Esta versatilidade, fruto da instabilidade em que o mundo se move, tem aspectos dignos de uma sumária reflexão. Existindo o liberalismo, a casta política detectou a ameaça do seu suposto contrário, o «iliberalismo». Não existem elementos suficientes para apurarmos se a classe política transnacional entende ou não o «iliberalismo» como uma forma de democracia, talvez transviada, inquinada, atrevida no sentido em que se permite desafinar no seio do coro bem comportado. Percebe-se, apreciando objectivamente o fenómeno, que afinal se trata de fazer a mesma política, recorrendo a métodos talvez menos ortodoxos, para alcançar os mesmos resultados – o primado da economia neoliberal. Porém, esta conclusão não é absoluta, ou toda a regra tem excepção. Por exemplo, sendo o regime da Hungria «iliberal», da mesma maneira que o da Polónia – aproximando-se este mais do fascismo – as cátedras onde se avalia a pureza «liberal» são mais tolerantes e totalmente cooperantes com o sistema de Varsóvia. Haverá iliberalismo liberal?

Deixemos a reflexão por aqui. Não pode esperar-se coerência nos vigilantes do «liberalismo» quando afinal este sistema arrisca a própria existência numa aliança guerreira com a governação nazi ucraniana, que considera um «modelo de democracia». Se ainda houver quem ache este quadro enigmático, acredite que é facílimo de decifrar.

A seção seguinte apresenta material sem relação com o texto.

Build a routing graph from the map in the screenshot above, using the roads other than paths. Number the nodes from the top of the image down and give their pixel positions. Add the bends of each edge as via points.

O que faz mover a classe política, no fundo, é o desprezo pelas pessoas, a sua utilização como instrumentos para explorar e deitar fora. No cumprimento dessa tarefa predatória está a razão de ser da sua existência e, por conseguinte, a sua sobrevivência. A classe política é inimiga do povo e permite-se recorrer a todos os métodos que sejam necessários para o conter anestesiado. De modo a que a especulação e a roda do casino financeiro não tenham sobressaltos mesmo quando chegam as crises. O povo será então resgatado da inexistência e chamado a resolvê-las. A este processo de tortura chama-se «austeridade» – que aliás se tornou permanente.

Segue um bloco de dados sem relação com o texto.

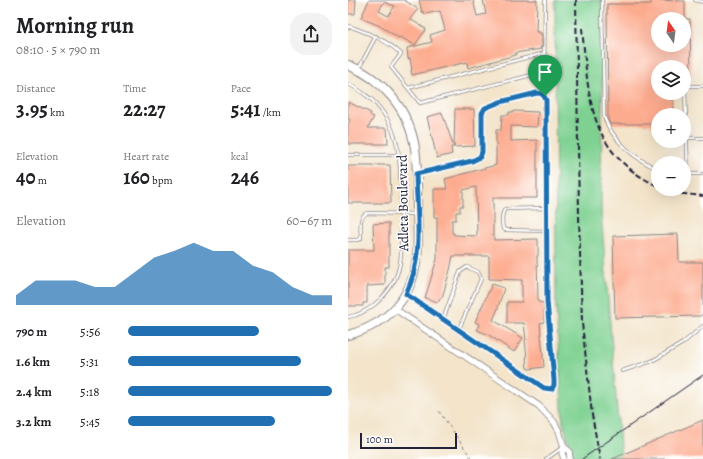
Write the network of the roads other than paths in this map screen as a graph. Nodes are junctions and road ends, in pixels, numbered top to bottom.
1 (545, 0) edge
2 (602, 0) edge
3 (695, 0) edge
4 (703, 2) edge
5 (348, 28) edge
6 (376, 36) junction
7 (545, 53) junction
8 (348, 65) edge
9 (358, 69) junction
10 (348, 84) edge
11 (703, 86) edge
12 (408, 88) junction
13 (685, 108) edge
14 (691, 138) edge
15 (703, 138) edge
16 (348, 155) edge
17 (399, 155) junction
18 (651, 166) edge
19 (416, 174) junction
20 (691, 174) edge
21 (703, 174) edge
22 (546, 208) junction
23 (402, 214) junction
24 (417, 214) junction
25 (546, 231) junction
26 (348, 240) edge
27 (406, 294) junction
28 (395, 309) junction
29 (348, 317) edge
30 (443, 320) junction
31 (703, 326) edge
32 (458, 331) junction
33 (348, 335) edge
34 (622, 370) dead end
35 (564, 447) junction
36 (546, 459) edge
37 (564, 459) edge
38 (570, 459) edge

1 - 7 lane
2 - 18 lane
3 - 4 lane
5 - 6 lane
6 - 9 lane
6 - 12 lane
7 - 12 lane
7 - 12 lane
8 - 9 street, Adleta Boulevard
9 - 19 street, Adleta Boulevard
10 - 17 lane
11 - 13 lane
14 - 15 lane
16 - 17 lane
17 - 23 lane
19 - 22 lane
19 - 24 street, Adleta Boulevard
20 - 21 lane
22 - 25 lane
22 - 25 lane
23 - 24 lane
23 - 26 lane
23 - 29 lane
24 - 27 street, Adleta Boulevard
25 - 32 lane
27 - 28 street, Adleta Boulevard
27 - 30 lane
28 - 33 street, Adleta Boulevard
28 - 35 street
30 - 32 lane
30 - 32 lane
31 - 34 lane
35 - 36 lane
35 - 37 street
35 - 38 street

Como entidade informe, a classe política não coincide com o universo político, embora conspire em permanência para que assim seja. E a «política» praticada pela «classe», apresentada como uma ciência extraída de uma espécie de mundo ocultista e apenas acessível aos «eleitos» – não confundir com os escolhidos pelo povo se as eleições fossem verdadeiramente livres –, nada tem a ver com uma política genuína: a gestão do nosso dia-a-dia pelo povo, em nome do povo e nos interesses do povo. Uma política em que a simplicidade do bom senso, o conhecimento da vida e da dinâmica social, a experiência acumulada de lutas e conquistas ao longo de séculos e a vontade de combater as desigualdades e desumanidades bastam para desmascarar as engenhocas mistificadoras e as ficções enganosas próprias de uma falsa ciência, tóxica, fundamentada em realidades virtuais ou simplesmente desejadas por aprendizes de feiticeiros. Em boa verdade, os «politólogos», na sua esmagadora maioria, são analfabetos quando o que está em causa é realmente a política ao serviço dos cidadãos e da dignidade das suas vidas, de acordo com os interesses da esmagadora maioria das pessoas. Os «politólogos» a quem deram voz pública como professores do povo são, afinal, videntes narcísicos, íntimos da verdade absoluta e que, abolindo as pessoas das suas fábulas académicas – a Academia reflecte cada vez mais a cultura embrutecedora e exploradora que é um dos pilares da classe política – conhecem em cada momento, porque se «mestraram» ou «doutoraram» para isso, o que interessa ao cidadão, o que este deseja e como pode alcançá-lo. Desde que não seja, como é óbvio, um looser, um perdedor, porque então a «meritocracia» tecnocrática fá-lo-á arrepender-se de estar vivo.

Não, em definitivo a política não é para os políticos; é das pessoas e para as pessoas.